__What you have to do__
Repeat all of the data precisely.

__Given entries__
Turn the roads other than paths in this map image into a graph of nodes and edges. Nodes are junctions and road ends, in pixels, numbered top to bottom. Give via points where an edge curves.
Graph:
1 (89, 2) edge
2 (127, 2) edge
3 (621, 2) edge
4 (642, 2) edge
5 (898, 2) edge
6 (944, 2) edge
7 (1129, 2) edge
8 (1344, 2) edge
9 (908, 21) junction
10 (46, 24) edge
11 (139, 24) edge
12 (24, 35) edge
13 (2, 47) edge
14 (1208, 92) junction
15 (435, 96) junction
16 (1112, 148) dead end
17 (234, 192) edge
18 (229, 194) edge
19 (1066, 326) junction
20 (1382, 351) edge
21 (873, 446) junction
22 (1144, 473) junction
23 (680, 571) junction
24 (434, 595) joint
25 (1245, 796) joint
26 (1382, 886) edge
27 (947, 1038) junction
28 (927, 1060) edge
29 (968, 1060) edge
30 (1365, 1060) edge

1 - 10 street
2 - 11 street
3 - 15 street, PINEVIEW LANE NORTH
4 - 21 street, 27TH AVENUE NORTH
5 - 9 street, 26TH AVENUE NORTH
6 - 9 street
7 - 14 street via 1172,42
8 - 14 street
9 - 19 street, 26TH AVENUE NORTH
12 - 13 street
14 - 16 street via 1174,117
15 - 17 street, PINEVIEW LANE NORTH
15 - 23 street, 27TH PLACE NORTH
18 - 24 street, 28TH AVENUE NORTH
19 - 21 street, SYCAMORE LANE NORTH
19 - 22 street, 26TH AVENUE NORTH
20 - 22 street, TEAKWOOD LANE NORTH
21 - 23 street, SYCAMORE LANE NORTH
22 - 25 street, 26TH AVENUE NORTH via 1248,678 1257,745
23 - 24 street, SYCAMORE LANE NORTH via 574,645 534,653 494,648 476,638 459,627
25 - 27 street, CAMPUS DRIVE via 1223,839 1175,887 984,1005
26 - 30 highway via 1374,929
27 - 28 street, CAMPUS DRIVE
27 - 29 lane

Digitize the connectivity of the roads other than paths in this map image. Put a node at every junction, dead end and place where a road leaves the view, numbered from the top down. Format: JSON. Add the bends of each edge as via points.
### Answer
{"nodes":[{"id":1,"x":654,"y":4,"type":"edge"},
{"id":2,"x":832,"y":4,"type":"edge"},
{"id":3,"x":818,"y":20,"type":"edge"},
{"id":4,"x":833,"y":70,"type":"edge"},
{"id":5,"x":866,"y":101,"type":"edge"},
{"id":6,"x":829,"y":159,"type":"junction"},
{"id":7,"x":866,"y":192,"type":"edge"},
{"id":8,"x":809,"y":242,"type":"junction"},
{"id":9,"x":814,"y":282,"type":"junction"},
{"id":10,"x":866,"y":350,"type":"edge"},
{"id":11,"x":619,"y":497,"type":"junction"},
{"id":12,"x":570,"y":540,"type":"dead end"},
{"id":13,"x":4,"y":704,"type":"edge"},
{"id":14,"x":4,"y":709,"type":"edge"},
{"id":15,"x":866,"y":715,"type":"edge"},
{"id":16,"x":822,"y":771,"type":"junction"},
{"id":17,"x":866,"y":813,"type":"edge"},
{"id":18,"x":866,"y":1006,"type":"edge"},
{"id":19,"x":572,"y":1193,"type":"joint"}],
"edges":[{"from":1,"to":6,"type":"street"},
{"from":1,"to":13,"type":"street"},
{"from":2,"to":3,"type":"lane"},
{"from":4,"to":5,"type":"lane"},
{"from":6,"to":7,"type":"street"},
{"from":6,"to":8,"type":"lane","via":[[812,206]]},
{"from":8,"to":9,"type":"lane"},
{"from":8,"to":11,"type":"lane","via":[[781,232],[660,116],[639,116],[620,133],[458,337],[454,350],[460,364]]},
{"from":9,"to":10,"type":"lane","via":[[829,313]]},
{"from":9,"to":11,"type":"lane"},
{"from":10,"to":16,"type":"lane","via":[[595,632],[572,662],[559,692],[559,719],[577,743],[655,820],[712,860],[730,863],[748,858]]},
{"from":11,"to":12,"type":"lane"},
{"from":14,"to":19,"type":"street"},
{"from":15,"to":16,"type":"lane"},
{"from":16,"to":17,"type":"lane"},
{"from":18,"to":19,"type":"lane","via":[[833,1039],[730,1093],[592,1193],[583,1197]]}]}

__Written reply__
Turn the roads other than paths in this map image into a graph of nodes and edges. Nodes are junctions and road ends, in pixels, numbered top to bottom. Give via points where an edge curves.
Graph:
1 (89, 2) edge
2 (127, 2) edge
3 (621, 2) edge
4 (642, 2) edge
5 (898, 2) edge
6 (944, 2) edge
7 (1129, 2) edge
8 (1344, 2) edge
9 (908, 21) junction
10 (46, 24) edge
11 (139, 24) edge
12 (24, 35) edge
13 (2, 47) edge
14 (1208, 92) junction
15 (435, 96) junction
16 (1112, 148) dead end
17 (234, 192) edge
18 (229, 194) edge
19 (1066, 326) junction
20 (1382, 351) edge
21 (873, 446) junction
22 (1144, 473) junction
23 (680, 571) junction
24 (434, 595) joint
25 (1245, 796) joint
26 (1382, 886) edge
27 (947, 1038) junction
28 (927, 1060) edge
29 (968, 1060) edge
30 (1365, 1060) edge

1 - 10 street
2 - 11 street
3 - 15 street, PINEVIEW LANE NORTH
4 - 21 street, 27TH AVENUE NORTH
5 - 9 street, 26TH AVENUE NORTH
6 - 9 street
7 - 14 street via 1172,42
8 - 14 street
9 - 19 street, 26TH AVENUE NORTH
12 - 13 street
14 - 16 street via 1174,117
15 - 17 street, PINEVIEW LANE NORTH
15 - 23 street, 27TH PLACE NORTH
18 - 24 street, 28TH AVENUE NORTH
19 - 21 street, SYCAMORE LANE NORTH
19 - 22 street, 26TH AVENUE NORTH
20 - 22 street, TEAKWOOD LANE NORTH
21 - 23 street, SYCAMORE LANE NORTH
22 - 25 street, 26TH AVENUE NORTH via 1248,678 1257,745
23 - 24 street, SYCAMORE LANE NORTH via 574,645 534,653 494,648 476,638 459,627
25 - 27 street, CAMPUS DRIVE via 1223,839 1175,887 984,1005
26 - 30 highway via 1374,929
27 - 28 street, CAMPUS DRIVE
27 - 29 lane

Digitize the connectivity of the roads other than paths in this map image. Put a node at every junction, dead end and place where a road leaves the view, numbered from the top down. Format: JSON. Add the bends of each edge as via points.
### Answer
{"nodes":[{"id":1,"x":654,"y":4,"type":"edge"},
{"id":2,"x":832,"y":4,"type":"edge"},
{"id":3,"x":818,"y":20,"type":"edge"},
{"id":4,"x":833,"y":70,"type":"edge"},
{"id":5,"x":866,"y":101,"type":"edge"},
{"id":6,"x":829,"y":159,"type":"junction"},
{"id":7,"x":866,"y":192,"type":"edge"},
{"id":8,"x":809,"y":242,"type":"junction"},
{"id":9,"x":814,"y":282,"type":"junction"},
{"id":10,"x":866,"y":350,"type":"edge"},
{"id":11,"x":619,"y":497,"type":"junction"},
{"id":12,"x":570,"y":540,"type":"dead end"},
{"id":13,"x":4,"y":704,"type":"edge"},
{"id":14,"x":4,"y":709,"type":"edge"},
{"id":15,"x":866,"y":715,"type":"edge"},
{"id":16,"x":822,"y":771,"type":"junction"},
{"id":17,"x":866,"y":813,"type":"edge"},
{"id":18,"x":866,"y":1006,"type":"edge"},
{"id":19,"x":572,"y":1193,"type":"joint"}],
"edges":[{"from":1,"to":6,"type":"street"},
{"from":1,"to":13,"type":"street"},
{"from":2,"to":3,"type":"lane"},
{"from":4,"to":5,"type":"lane"},
{"from":6,"to":7,"type":"street"},
{"from":6,"to":8,"type":"lane","via":[[812,206]]},
{"from":8,"to":9,"type":"lane"},
{"from":8,"to":11,"type":"lane","via":[[781,232],[660,116],[639,116],[620,133],[458,337],[454,350],[460,364]]},
{"from":9,"to":10,"type":"lane","via":[[829,313]]},
{"from":9,"to":11,"type":"lane"},
{"from":10,"to":16,"type":"lane","via":[[595,632],[572,662],[559,692],[559,719],[577,743],[655,820],[712,860],[730,863],[748,858]]},
{"from":11,"to":12,"type":"lane"},
{"from":14,"to":19,"type":"street"},
{"from":15,"to":16,"type":"lane"},
{"from":16,"to":17,"type":"lane"},
{"from":18,"to":19,"type":"lane","via":[[833,1039],[730,1093],[592,1193],[583,1197]]}]}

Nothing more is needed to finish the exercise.